> Assigned task:
I'd like the records transcribed exactly, leaving the images out.

┄┄┄┄┄┄┄┄┄┄┄┄┄┄┄┄┄┄┄┄

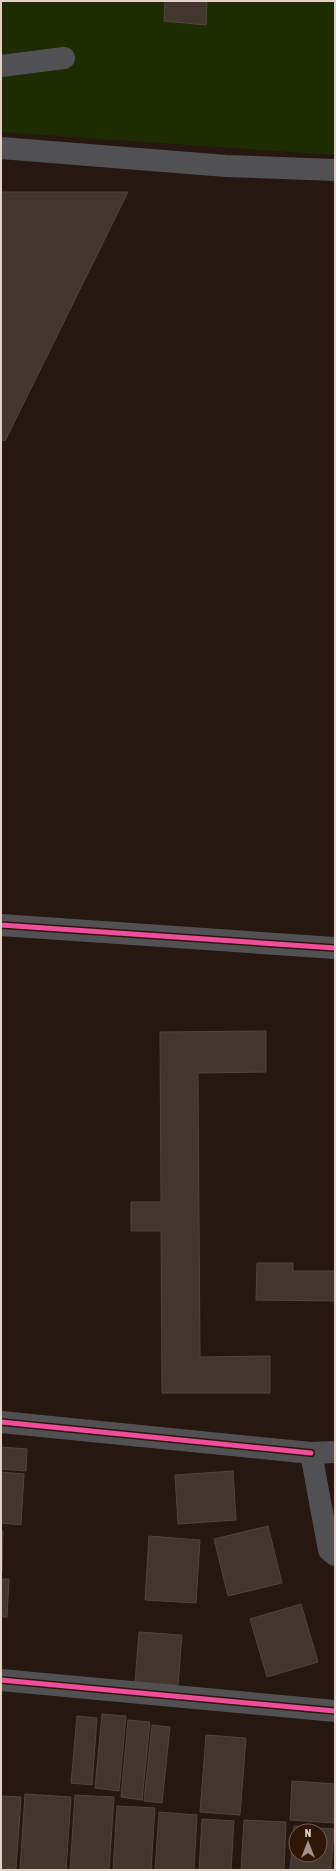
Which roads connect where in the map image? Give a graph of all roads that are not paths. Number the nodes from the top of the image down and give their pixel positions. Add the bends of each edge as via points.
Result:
1 (64, 58) dead end
2 (1, 66) edge
3 (1, 148) edge
4 (335, 170) edge
5 (1, 925) edge
6 (335, 948) edge
7 (1, 1422) edge
8 (311, 1452) junction
9 (335, 1452) edge
10 (333, 1558) edge
11 (1, 1680) edge
12 (335, 1711) edge

1 - 2 street
3 - 4 street via 226,166
5 - 6 street
7 - 8 street
8 - 9 street
8 - 10 street
11 - 12 street

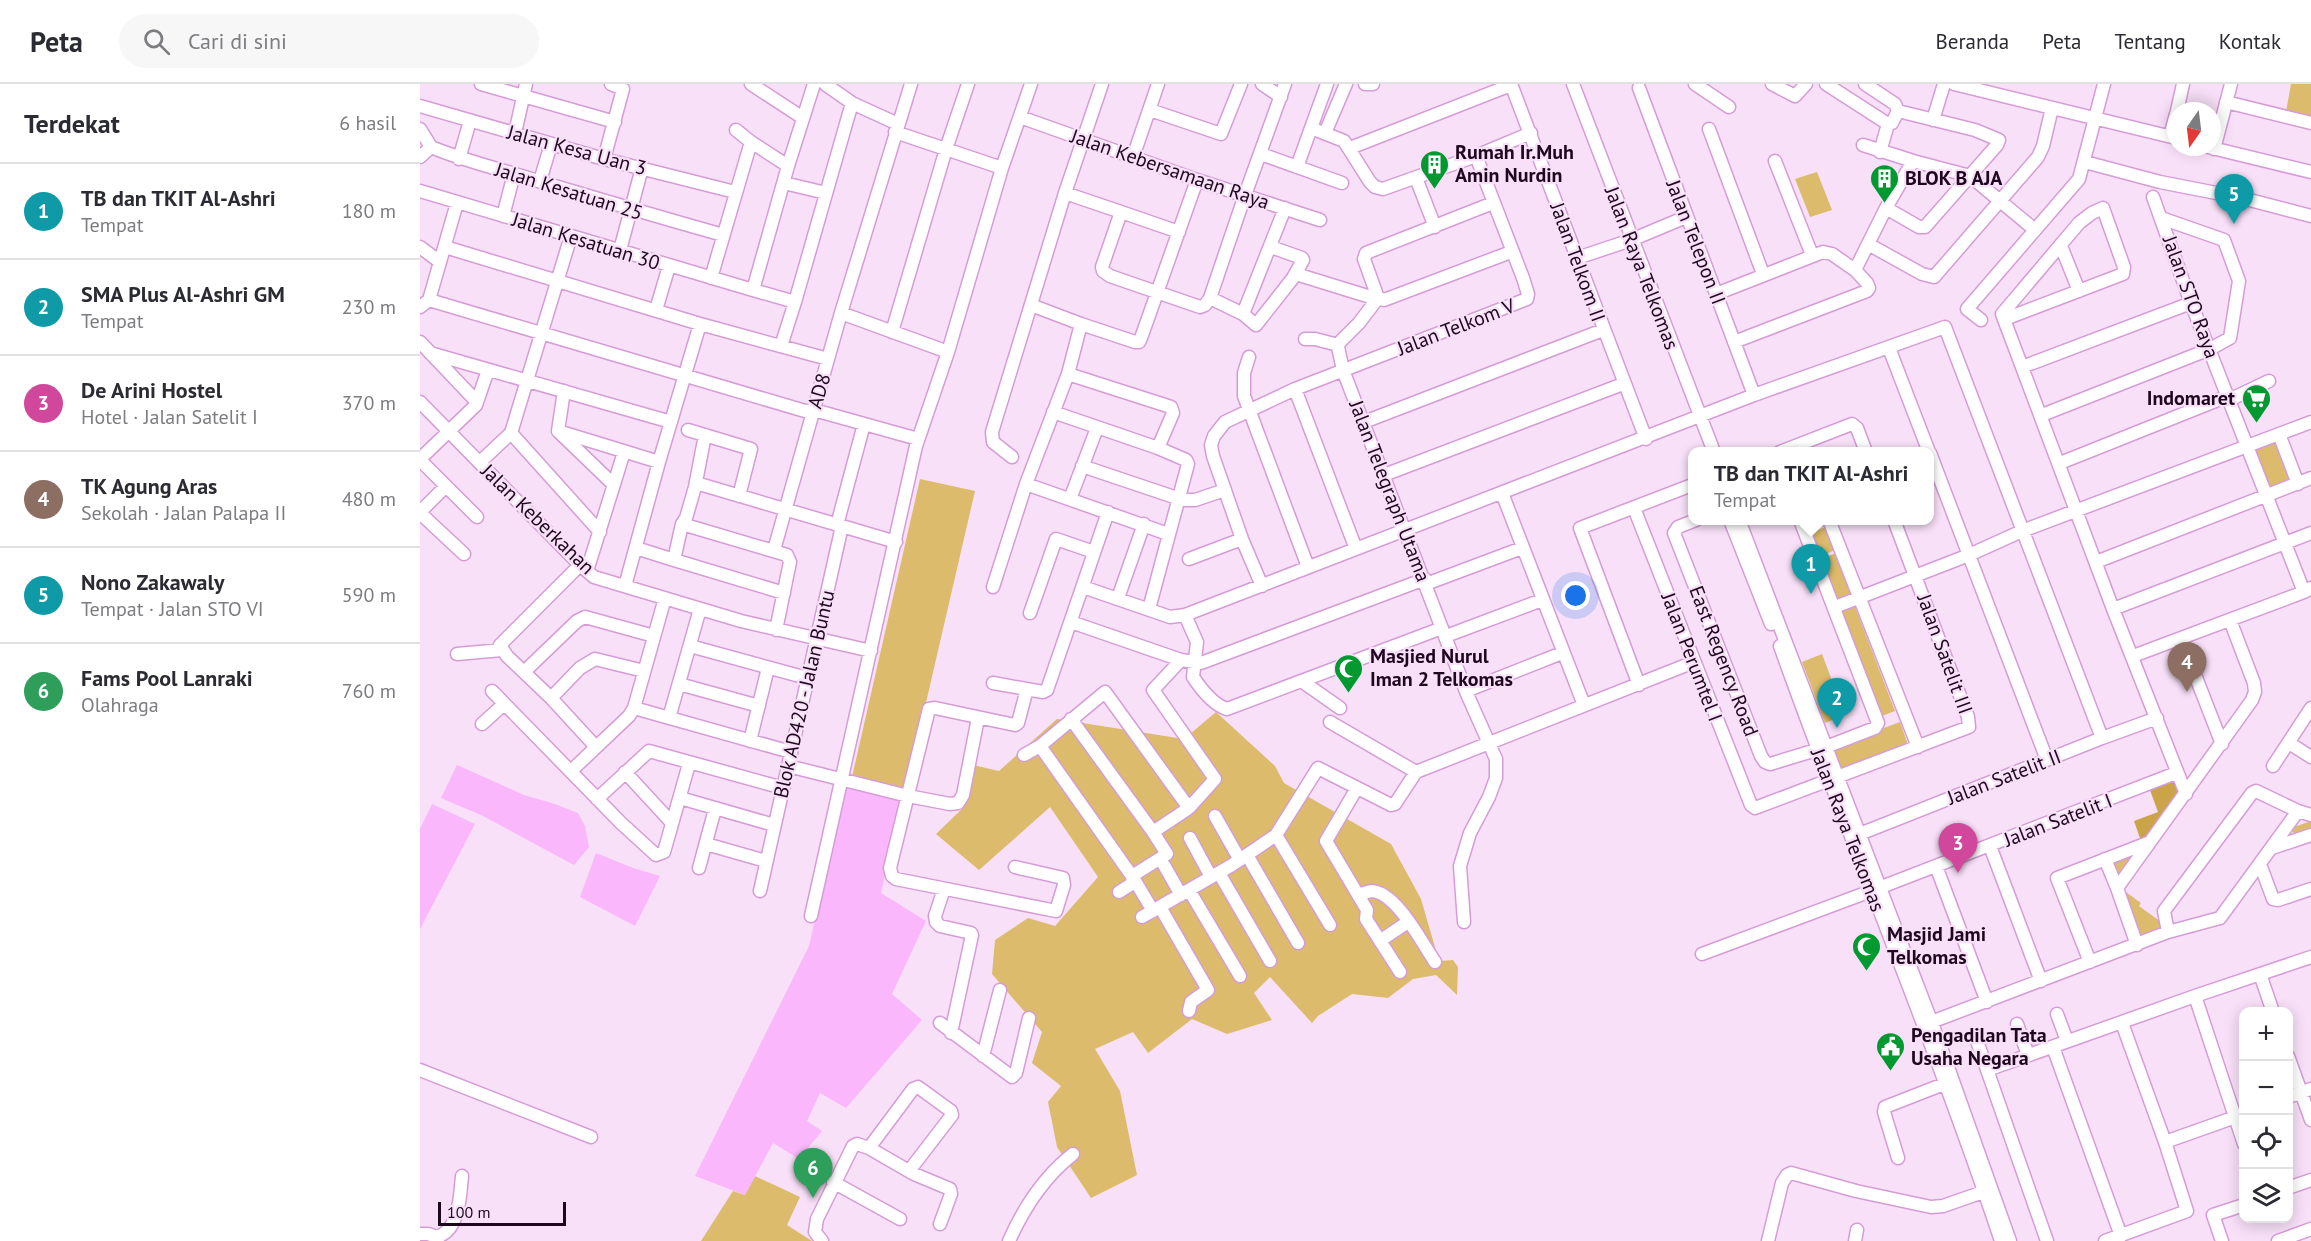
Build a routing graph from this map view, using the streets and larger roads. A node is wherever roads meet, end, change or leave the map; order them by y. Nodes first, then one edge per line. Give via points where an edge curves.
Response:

┄┄┄┄┄┄┄┄┄┄┄┄┄┄┄┄┄┄┄┄

> Output of the exercise:
Which roads connect where in the map image? Give a graph of all roads that are not paths. Number the nodes from the top of the image down and give their pixel positions. Add the bends of each edge as via points.
Result:
1 (64, 58) dead end
2 (1, 66) edge
3 (1, 148) edge
4 (335, 170) edge
5 (1, 925) edge
6 (335, 948) edge
7 (1, 1422) edge
8 (311, 1452) junction
9 (335, 1452) edge
10 (333, 1558) edge
11 (1, 1680) edge
12 (335, 1711) edge

1 - 2 street
3 - 4 street via 226,166
5 - 6 street
7 - 8 street
8 - 9 street
8 - 10 street
11 - 12 street

Build a routing graph from this map view, using the streets and larger roads. A node is wherever roads meet, end, change or leave the map; order them by y. Nodes first, then one edge per line. Give via points where an edge curves.
Response:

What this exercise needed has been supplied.